[[ Records for this exercise, beginning ]]

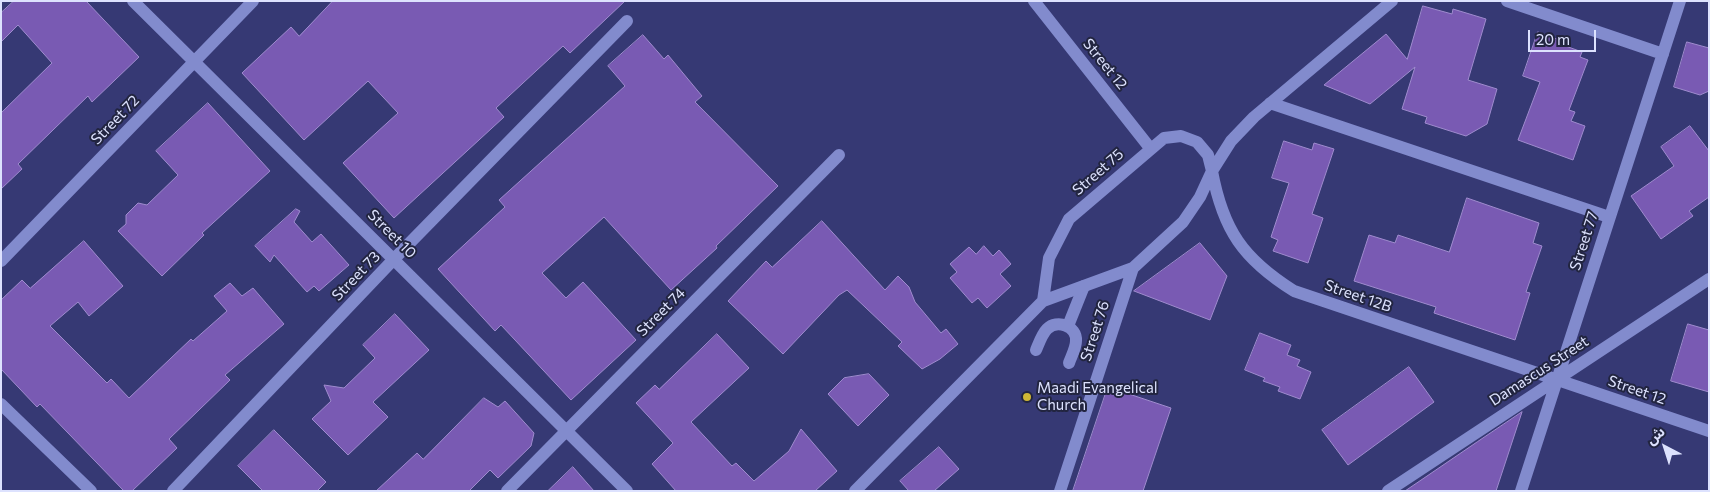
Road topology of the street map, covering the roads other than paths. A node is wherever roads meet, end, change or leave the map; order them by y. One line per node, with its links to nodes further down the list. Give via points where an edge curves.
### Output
1 (133, 1): 9 (street, Street 10)
2 (253, 1): 9 (street, Street 72)
3 (1034, 1): 11 (street, Street 12)
4 (1392, 1): 10 (street)
5 (1507, 1): 8 (street)
6 (1680, 1): 8 (street, Street 77)
7 (627, 21): 15 (street, Street 73)
8 (1663, 54): 14 (street, Street 77)
9 (195, 61): 15 (street, Street 10); 16 (street, Street 72)
10 (1270, 102): 13 (street, via 1231,141); 14 (street)
11 (1150, 148): 13 (street, Street 75, via 1164,138 1181,136 1196,142 1208,154); 20 (street, Street 75, via 1069,219 1049,258)
12 (839, 156): 26 (street, Street 74)
13 (1212, 171): 17 (street, via 1183,222); 24 (street, Street 12B, via 1218,201 1234,235 1268,275 1294,291)
14 (1609, 218): 24 (street, Street 77)
15 (394, 259): 26 (street, Street 10); 29 (street, Street 73)
16 (1, 261)
17 (1133, 268): 19 (street); 33 (street, Street 76)
18 (1709, 280): 24 (street, Damascus Street)
19 (1084, 286): 20 (street); 21 (street)
20 (1043, 301): 32 (street)
21 (1068, 326): 22 (street, via 1060,323 1046,330); 23 (street, via 1073,330 1076,342)
22 (1036, 350)
23 (1069, 364)
24 (1555, 380): 27 (street, Street 12); 34 (street, Damascus Street); 35 (street, Street 77)
25 (1, 404): 28 (street)
26 (567, 430): 30 (street, Street 74); 31 (street, Street 10)
27 (1709, 431)
28 (91, 491)
29 (173, 491)
30 (507, 491)
31 (627, 491)
32 (855, 491)
33 (1060, 491)
34 (1388, 491)
35 (1521, 491)

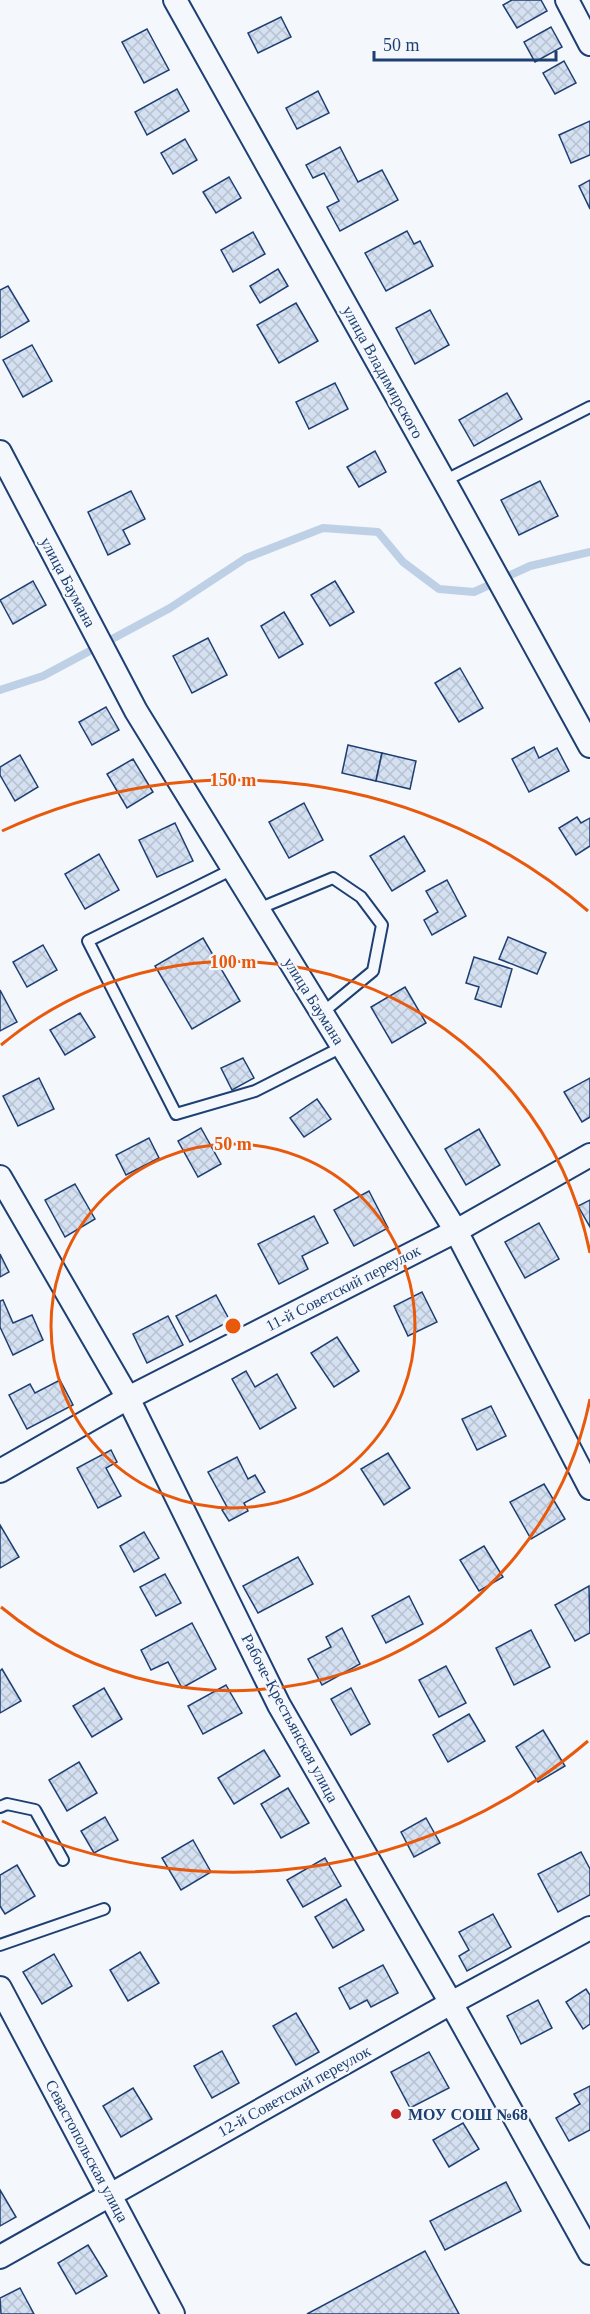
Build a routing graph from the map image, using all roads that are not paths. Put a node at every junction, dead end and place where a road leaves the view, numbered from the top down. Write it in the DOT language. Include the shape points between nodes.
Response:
graph roads {
  1 [pos="175,0"];
  2 [pos="567,0"];
  3 [pos="590,44"];
  4 [pos="590,407"];
  5 [pos="0,452"];
  6 [pos="444,481"];
  7 [pos="590,746"];
  8 [pos="233,869"];
  9 [pos="258,909"];
  10 [pos="322,1013"];
  11 [pos="342,1047"];
  12 [pos="590,1155"];
  13 [pos="0,1177"];
  14 [pos="456,1231"];
  15 [pos="128,1398"];
  16 [pos="0,1471"];
  17 [pos="590,1488"];
  18 [pos="0,1807"];
  19 [pos="63,1860"];
  20 [pos="105,1909"];
  21 [pos="590,1928"];
  22 [pos="0,1945"];
  23 [pos="0,1988"];
  24 [pos="451,2003"];
  25 [pos="109,2194"];
  26 [pos="590,2253"];
  27 [pos="0,2257"];
  28 [pos="173,2314"];
  1 -- 6 [label="street, улица Владимирского"];
  2 -- 3 [label="street"];
  4 -- 6 [label="lane"];
  5 -- 8 [label="street, улица Баумана" via="136,711"];
  6 -- 7 [label="street, улица Владимирского"];
  8 -- 9 [label="street, улица Баумана"];
  8 -- 11 [label="lane" via="88,941 176,1114 255,1091"];
  9 -- 10 [label="street, улица Баумана"];
  9 -- 10 [label="lane" via="333,878 361,897 382,925 373,971"];
  10 -- 11 [label="street, улица Баумана"];
  11 -- 14 [label="street, улица Баумана"];
  12 -- 14 [label="street, 11-й Советский переулок"];
  13 -- 15 [label="street, Рабоче-Крестьянская улица"];
  14 -- 15 [label="street, 11-й Советский переулок"];
  14 -- 17 [label="street, улица Баумана"];
  15 -- 16 [label="street, 11-й Советский переулок"];
  15 -- 24 [label="street, Рабоче-Крестьянская улица" via="279,1705"];
  18 -- 19 [label="lane" via="7,1804 35,1810"];
  20 -- 22 [label="lane"];
  21 -- 24 [label="street, 12-й Советский переулок"];
  23 -- 25 [label="street, Севастопольская улица"];
  24 -- 25 [label="street, 12-й Советский переулок"];
  24 -- 26 [label="street, Рабоче-Крестьянская улица"];
  25 -- 27 [label="street, 12-й Советский переулок"];
  25 -- 28 [label="street, Севастопольская улица"];
}
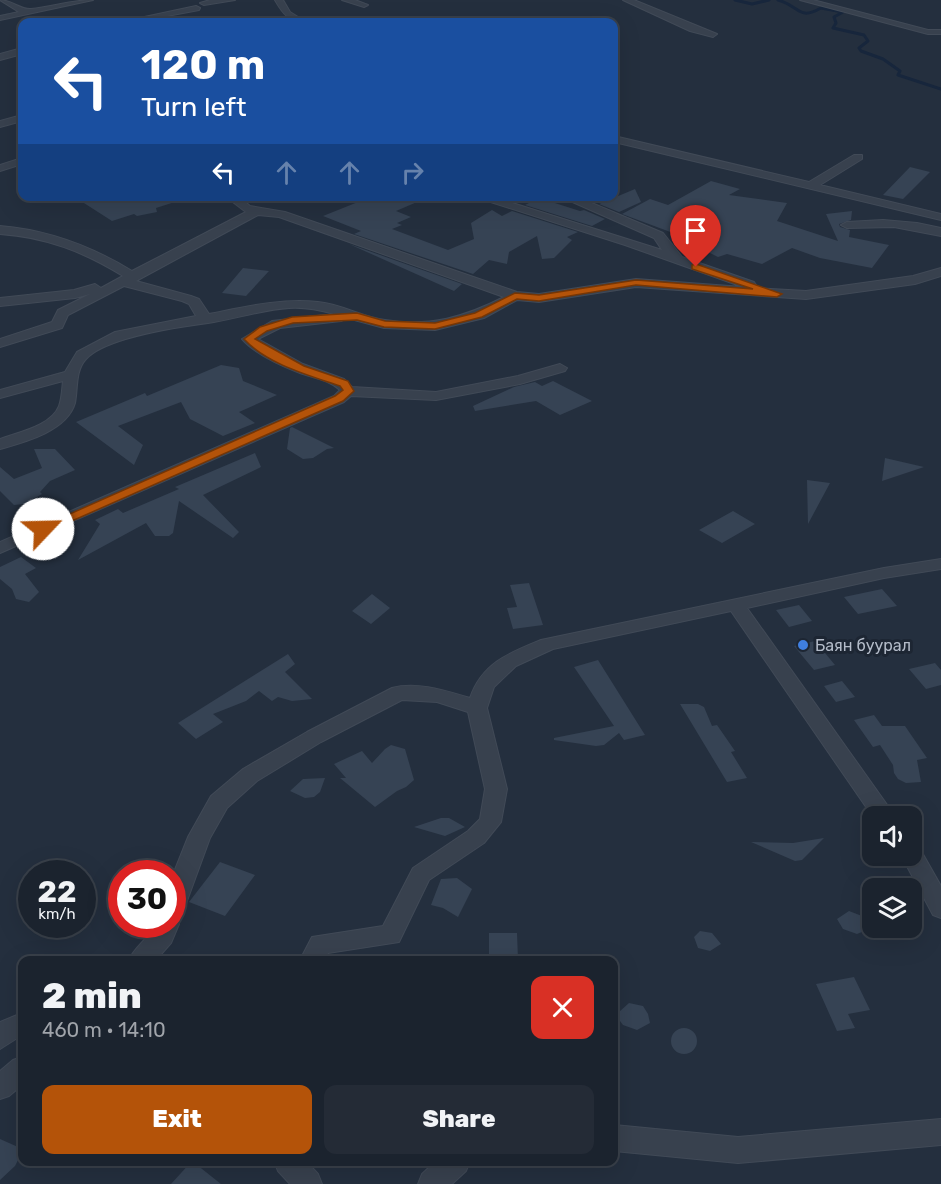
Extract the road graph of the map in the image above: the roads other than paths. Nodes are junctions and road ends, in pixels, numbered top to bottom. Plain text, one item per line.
1 (3, 0) edge
2 (89, 0) edge
3 (231, 0) edge
4 (279, 0) edge
5 (346, 0) edge
6 (627, 0) edge
7 (804, 0) edge
8 (832, 0) edge
9 (817, 4) junction
10 (364, 5) dead end
11 (199, 6) edge
12 (27, 13) junction
13 (0, 18) edge
14 (144, 18) edge
15 (294, 18) edge
16 (941, 32) edge
17 (713, 34) dead end
18 (18, 52) edge
19 (0, 57) edge
20 (18, 119) edge
21 (0, 124) edge
22 (618, 140) edge
23 (858, 157) dead end
24 (18, 162) edge
25 (0, 168) edge
26 (810, 186) junction
27 (237, 201) edge
28 (493, 201) edge
29 (576, 201) edge
30 (256, 211) junction
31 (941, 217) edge
32 (847, 225) dead end
33 (0, 230) edge
34 (941, 232) edge
35 (675, 260) junction
36 (941, 272) edge
37 (131, 276) junction
38 (777, 294) junction
39 (515, 296) junction
40 (0, 302) edge
41 (207, 319) junction
42 (384, 324) junction
43 (0, 344) edge
44 (560, 368) dead end
45 (71, 375) junction
46 (348, 391) junction
47 (0, 394) edge
48 (0, 444) edge
49 (0, 548) edge
50 (941, 564) edge
51 (735, 604) junction
52 (477, 708) junction
53 (877, 806) edge
54 (918, 866) edge
55 (186, 872) edge
56 (941, 908) edge
57 (161, 938) edge
58 (145, 956) edge
59 (314, 956) edge
60 (18, 1025) edge
61 (0, 1037) edge
62 (18, 1072) edge
63 (0, 1087) edge
64 (941, 1132) edge
65 (618, 1138) edge
66 (292, 1166) edge
67 (451, 1166) edge
68 (308, 1184) edge
69 (432, 1184) edge

1 - 12 street
2 - 12 street
3 - 11 street
4 - 15 street
5 - 10 street
6 - 17 street
7 - 9 street
8 - 9 street
9 - 16 street
11 - 14 street
12 - 13 street
18 - 19 street
20 - 21 street
22 - 26 street
23 - 26 street
24 - 25 street
26 - 31 street
27 - 30 street
28 - 35 street
29 - 35 street
30 - 37 street
30 - 39 street
32 - 34 street
33 - 37 street
35 - 38 street
36 - 38 street
37 - 40 street
37 - 41 street
37 - 43 street
38 - 39 street
39 - 42 street
41 - 42 street
41 - 45 street
42 - 46 street
44 - 46 street
45 - 47 street
45 - 48 street
46 - 49 street
50 - 51 street
51 - 52 street
51 - 53 street
52 - 55 street
52 - 59 street
54 - 56 street
57 - 58 street
60 - 61 street
62 - 63 street
64 - 65 street
66 - 68 street
67 - 69 street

[[ Records for this exercise, end ]]

Problem to solve:
Retype all the entries word for word; the pictures stay out.

The answer:
Road topology of the street map, covering the roads other than paths. A node is wherever roads meet, end, change or leave the map; order them by y. One line per node, with its links to nodes further down the list. Give via points where an edge curves.
### Output
1 (133, 1): 9 (street, Street 10)
2 (253, 1): 9 (street, Street 72)
3 (1034, 1): 11 (street, Street 12)
4 (1392, 1): 10 (street)
5 (1507, 1): 8 (street)
6 (1680, 1): 8 (street, Street 77)
7 (627, 21): 15 (street, Street 73)
8 (1663, 54): 14 (street, Street 77)
9 (195, 61): 15 (street, Street 10); 16 (street, Street 72)
10 (1270, 102): 13 (street, via 1231,141); 14 (street)
11 (1150, 148): 13 (street, Street 75, via 1164,138 1181,136 1196,142 1208,154); 20 (street, Street 75, via 1069,219 1049,258)
12 (839, 156): 26 (street, Street 74)
13 (1212, 171): 17 (street, via 1183,222); 24 (street, Street 12B, via 1218,201 1234,235 1268,275 1294,291)
14 (1609, 218): 24 (street, Street 77)
15 (394, 259): 26 (street, Street 10); 29 (street, Street 73)
16 (1, 261)
17 (1133, 268): 19 (street); 33 (street, Street 76)
18 (1709, 280): 24 (street, Damascus Street)
19 (1084, 286): 20 (street); 21 (street)
20 (1043, 301): 32 (street)
21 (1068, 326): 22 (street, via 1060,323 1046,330); 23 (street, via 1073,330 1076,342)
22 (1036, 350)
23 (1069, 364)
24 (1555, 380): 27 (street, Street 12); 34 (street, Damascus Street); 35 (street, Street 77)
25 (1, 404): 28 (street)
26 (567, 430): 30 (street, Street 74); 31 (street, Street 10)
27 (1709, 431)
28 (91, 491)
29 (173, 491)
30 (507, 491)
31 (627, 491)
32 (855, 491)
33 (1060, 491)
34 (1388, 491)
35 (1521, 491)

Build a routing graph from the map image, using all roads that are not paths. Put a node at every junction, dead end and place where a road leaves the view, numbered from the top down. Write it in the DOT language. Include the shape points between nodes.
Response:
graph roads {
  1 [pos="175,0"];
  2 [pos="567,0"];
  3 [pos="590,44"];
  4 [pos="590,407"];
  5 [pos="0,452"];
  6 [pos="444,481"];
  7 [pos="590,746"];
  8 [pos="233,869"];
  9 [pos="258,909"];
  10 [pos="322,1013"];
  11 [pos="342,1047"];
  12 [pos="590,1155"];
  13 [pos="0,1177"];
  14 [pos="456,1231"];
  15 [pos="128,1398"];
  16 [pos="0,1471"];
  17 [pos="590,1488"];
  18 [pos="0,1807"];
  19 [pos="63,1860"];
  20 [pos="105,1909"];
  21 [pos="590,1928"];
  22 [pos="0,1945"];
  23 [pos="0,1988"];
  24 [pos="451,2003"];
  25 [pos="109,2194"];
  26 [pos="590,2253"];
  27 [pos="0,2257"];
  28 [pos="173,2314"];
  1 -- 6 [label="street, улица Владимирского"];
  2 -- 3 [label="street"];
  4 -- 6 [label="lane"];
  5 -- 8 [label="street, улица Баумана" via="136,711"];
  6 -- 7 [label="street, улица Владимирского"];
  8 -- 9 [label="street, улица Баумана"];
  8 -- 11 [label="lane" via="88,941 176,1114 255,1091"];
  9 -- 10 [label="street, улица Баумана"];
  9 -- 10 [label="lane" via="333,878 361,897 382,925 373,971"];
  10 -- 11 [label="street, улица Баумана"];
  11 -- 14 [label="street, улица Баумана"];
  12 -- 14 [label="street, 11-й Советский переулок"];
  13 -- 15 [label="street, Рабоче-Крестьянская улица"];
  14 -- 15 [label="street, 11-й Советский переулок"];
  14 -- 17 [label="street, улица Баумана"];
  15 -- 16 [label="street, 11-й Советский переулок"];
  15 -- 24 [label="street, Рабоче-Крестьянская улица" via="279,1705"];
  18 -- 19 [label="lane" via="7,1804 35,1810"];
  20 -- 22 [label="lane"];
  21 -- 24 [label="street, 12-й Советский переулок"];
  23 -- 25 [label="street, Севастопольская улица"];
  24 -- 25 [label="street, 12-й Советский переулок"];
  24 -- 26 [label="street, Рабоче-Крестьянская улица"];
  25 -- 27 [label="street, 12-й Советский переулок"];
  25 -- 28 [label="street, Севастопольская улица"];
}
Extract the road graph of the map in the image above: the roads other than paths. Nodes are junctions and road ends, in pixels, numbered top to bottom. Plain text, one item per line.
1 (3, 0) edge
2 (89, 0) edge
3 (231, 0) edge
4 (279, 0) edge
5 (346, 0) edge
6 (627, 0) edge
7 (804, 0) edge
8 (832, 0) edge
9 (817, 4) junction
10 (364, 5) dead end
11 (199, 6) edge
12 (27, 13) junction
13 (0, 18) edge
14 (144, 18) edge
15 (294, 18) edge
16 (941, 32) edge
17 (713, 34) dead end
18 (18, 52) edge
19 (0, 57) edge
20 (18, 119) edge
21 (0, 124) edge
22 (618, 140) edge
23 (858, 157) dead end
24 (18, 162) edge
25 (0, 168) edge
26 (810, 186) junction
27 (237, 201) edge
28 (493, 201) edge
29 (576, 201) edge
30 (256, 211) junction
31 (941, 217) edge
32 (847, 225) dead end
33 (0, 230) edge
34 (941, 232) edge
35 (675, 260) junction
36 (941, 272) edge
37 (131, 276) junction
38 (777, 294) junction
39 (515, 296) junction
40 (0, 302) edge
41 (207, 319) junction
42 (384, 324) junction
43 (0, 344) edge
44 (560, 368) dead end
45 (71, 375) junction
46 (348, 391) junction
47 (0, 394) edge
48 (0, 444) edge
49 (0, 548) edge
50 (941, 564) edge
51 (735, 604) junction
52 (477, 708) junction
53 (877, 806) edge
54 (918, 866) edge
55 (186, 872) edge
56 (941, 908) edge
57 (161, 938) edge
58 (145, 956) edge
59 (314, 956) edge
60 (18, 1025) edge
61 (0, 1037) edge
62 (18, 1072) edge
63 (0, 1087) edge
64 (941, 1132) edge
65 (618, 1138) edge
66 (292, 1166) edge
67 (451, 1166) edge
68 (308, 1184) edge
69 (432, 1184) edge

1 - 12 street
2 - 12 street
3 - 11 street
4 - 15 street
5 - 10 street
6 - 17 street
7 - 9 street
8 - 9 street
9 - 16 street
11 - 14 street
12 - 13 street
18 - 19 street
20 - 21 street
22 - 26 street
23 - 26 street
24 - 25 street
26 - 31 street
27 - 30 street
28 - 35 street
29 - 35 street
30 - 37 street
30 - 39 street
32 - 34 street
33 - 37 street
35 - 38 street
36 - 38 street
37 - 40 street
37 - 41 street
37 - 43 street
38 - 39 street
39 - 42 street
41 - 42 street
41 - 45 street
42 - 46 street
44 - 46 street
45 - 47 street
45 - 48 street
46 - 49 street
50 - 51 street
51 - 52 street
51 - 53 street
52 - 55 street
52 - 59 street
54 - 56 street
57 - 58 street
60 - 61 street
62 - 63 street
64 - 65 street
66 - 68 street
67 - 69 street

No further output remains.